• [What is needed] Pull each line holding the word "dead" from the data.

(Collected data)
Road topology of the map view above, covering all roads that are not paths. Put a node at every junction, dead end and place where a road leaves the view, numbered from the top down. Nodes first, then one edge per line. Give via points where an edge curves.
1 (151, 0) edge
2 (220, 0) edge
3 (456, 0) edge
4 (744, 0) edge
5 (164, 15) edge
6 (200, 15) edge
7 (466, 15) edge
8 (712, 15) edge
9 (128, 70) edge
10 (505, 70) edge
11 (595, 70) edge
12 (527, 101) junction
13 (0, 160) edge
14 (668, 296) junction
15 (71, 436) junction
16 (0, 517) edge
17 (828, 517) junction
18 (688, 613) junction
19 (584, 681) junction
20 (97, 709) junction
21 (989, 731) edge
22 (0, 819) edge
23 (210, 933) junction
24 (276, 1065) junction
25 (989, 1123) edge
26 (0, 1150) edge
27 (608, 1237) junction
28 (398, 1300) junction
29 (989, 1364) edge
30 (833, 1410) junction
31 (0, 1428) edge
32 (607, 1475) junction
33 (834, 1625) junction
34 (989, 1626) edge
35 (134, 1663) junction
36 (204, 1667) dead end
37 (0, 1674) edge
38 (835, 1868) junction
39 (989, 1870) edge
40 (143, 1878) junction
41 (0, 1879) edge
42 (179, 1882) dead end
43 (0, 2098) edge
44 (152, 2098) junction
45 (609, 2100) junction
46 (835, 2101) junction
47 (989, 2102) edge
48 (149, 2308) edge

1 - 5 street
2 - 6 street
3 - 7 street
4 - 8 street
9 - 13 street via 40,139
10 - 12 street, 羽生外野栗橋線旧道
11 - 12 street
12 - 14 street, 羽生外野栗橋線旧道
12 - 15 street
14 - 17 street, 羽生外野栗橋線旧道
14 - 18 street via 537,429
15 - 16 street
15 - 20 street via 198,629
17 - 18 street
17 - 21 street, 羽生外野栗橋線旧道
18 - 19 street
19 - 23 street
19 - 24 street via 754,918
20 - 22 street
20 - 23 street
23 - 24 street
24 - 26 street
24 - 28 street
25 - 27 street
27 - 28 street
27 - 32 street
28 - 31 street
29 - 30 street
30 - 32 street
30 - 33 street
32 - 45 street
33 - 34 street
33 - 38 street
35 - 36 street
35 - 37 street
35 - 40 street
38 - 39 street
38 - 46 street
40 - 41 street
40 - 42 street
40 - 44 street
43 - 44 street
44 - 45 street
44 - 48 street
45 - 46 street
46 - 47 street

• [Response to the exercise]
Road topology of the map view above, covering all roads that are not paths. Put a node at every junction, dead end and place where a road leaves the view, numbered from the top down. Nodes first, then one edge per line. Give via points where an edge curves.
36 (204, 1667) dead end
42 (179, 1882) dead end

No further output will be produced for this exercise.